Handling of dynamic objects may involve detecting and identifying them, such as by using ANN, where the ANN is trained to identify or classify dynamic objects at various states. An example of a flow chart 120 is shown in FIG. 12 . The ANN 91 a may be trained to identify or classify dynamic objects at various states. The ANN 91 a may be identical to, similar to, or different from, the ANN 91. As part of an “Identify Dynamic Object” step 63 b, which may be identical to, similar to, or different from, an “Identify Object” step 63 a, the ANN 91 a is used to determine whether the image in the captured frame includes a dynamic object. Further, the ANN 91 a may be used to determine the location of the identified dynamic object in the image of the captured frame. In case where the image in the frame is determined as part of the “Identify Dynamic Object” step 63 b to include a dynamic object, this information may be used for further handling. In one example, since such a frame is problematic to handle for conventional geosynchronization algorithms, such a frame may removed from any further usage as part of a geosynchronization algorithms, as shown in a “Remove Frame” step 121. Alternatively on in addition, a frame that is determined to include a dynamic object may be tagged as part of a “Tag Dynamic Object” step 122, and the tagging may be used later as part of a “Use Tagging” step 123. The tagging may comprise adding a metadata to the frame that includes the designating of the frame as including a dynamic object. Further, the metadata may include the type of the dynamic object, and the location and shape of the identified dynamic object.

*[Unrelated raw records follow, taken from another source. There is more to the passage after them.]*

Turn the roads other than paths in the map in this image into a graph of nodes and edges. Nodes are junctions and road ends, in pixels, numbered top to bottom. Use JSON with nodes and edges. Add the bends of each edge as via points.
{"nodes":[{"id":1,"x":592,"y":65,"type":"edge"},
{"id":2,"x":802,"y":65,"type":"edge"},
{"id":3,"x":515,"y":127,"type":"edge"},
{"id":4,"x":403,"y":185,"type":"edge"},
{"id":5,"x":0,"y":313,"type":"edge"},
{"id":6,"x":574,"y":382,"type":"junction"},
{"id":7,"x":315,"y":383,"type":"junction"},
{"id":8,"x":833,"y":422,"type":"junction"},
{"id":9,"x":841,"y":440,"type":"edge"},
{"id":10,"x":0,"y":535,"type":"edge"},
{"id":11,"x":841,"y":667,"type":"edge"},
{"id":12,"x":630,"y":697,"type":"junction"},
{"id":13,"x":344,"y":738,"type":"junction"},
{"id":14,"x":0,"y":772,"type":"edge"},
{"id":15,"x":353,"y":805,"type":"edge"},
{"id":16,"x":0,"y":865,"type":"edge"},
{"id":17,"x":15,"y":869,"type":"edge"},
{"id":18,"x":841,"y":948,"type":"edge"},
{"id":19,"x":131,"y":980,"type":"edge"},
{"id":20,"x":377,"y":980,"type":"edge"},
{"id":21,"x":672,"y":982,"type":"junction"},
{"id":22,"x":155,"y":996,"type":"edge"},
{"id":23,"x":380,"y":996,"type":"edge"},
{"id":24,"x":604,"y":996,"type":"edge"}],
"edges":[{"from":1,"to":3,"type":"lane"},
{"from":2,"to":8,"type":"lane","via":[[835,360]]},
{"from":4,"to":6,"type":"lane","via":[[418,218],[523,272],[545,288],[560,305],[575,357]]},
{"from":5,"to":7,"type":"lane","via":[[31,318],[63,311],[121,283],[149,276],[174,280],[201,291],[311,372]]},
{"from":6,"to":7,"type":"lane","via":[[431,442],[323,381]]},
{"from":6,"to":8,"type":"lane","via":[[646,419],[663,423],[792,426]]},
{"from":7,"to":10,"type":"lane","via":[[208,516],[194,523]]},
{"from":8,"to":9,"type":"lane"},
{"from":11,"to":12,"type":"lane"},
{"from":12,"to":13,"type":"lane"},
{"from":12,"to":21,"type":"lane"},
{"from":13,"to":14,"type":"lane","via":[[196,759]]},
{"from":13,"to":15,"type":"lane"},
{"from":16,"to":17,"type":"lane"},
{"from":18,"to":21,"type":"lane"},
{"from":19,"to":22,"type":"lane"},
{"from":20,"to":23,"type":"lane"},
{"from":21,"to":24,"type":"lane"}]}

In one example, the using of the tagging as part of the “Use Tagging” step 123 involves using the tagging as part of a geosynchronization algorithm. In one example, the “Use Tagging” step 123 involves performing the flow chart 60, as shown in a flow chart 130 shown in FIG. 13 . After determining that the frame includes a dynamic object as part of the “Identify Dynamic Object” step 63 b, and tagging the frame as part of the “Tag Dynamic Object” step 122, a part of the flow chart 60, shown as a flow chart 60 a, is executed as part of the flow chart 130 in FIG. 13 . As part of the “Identify Object” step 63 c, the tagging information is used to improve success rate and accuracy of the objects identifying. For example, the part of the frame that includes the identified dynamic object may be ignored as part of the “Identify Object” step 63 c, thus obviating the expected failure of the comparing with the reference images stored in the database 68. Alternatively or in addition, the existence or the location of the identified dynamic object may be used to aid in the comparing process with the reference images as part of the “Identify Object” step 63 c.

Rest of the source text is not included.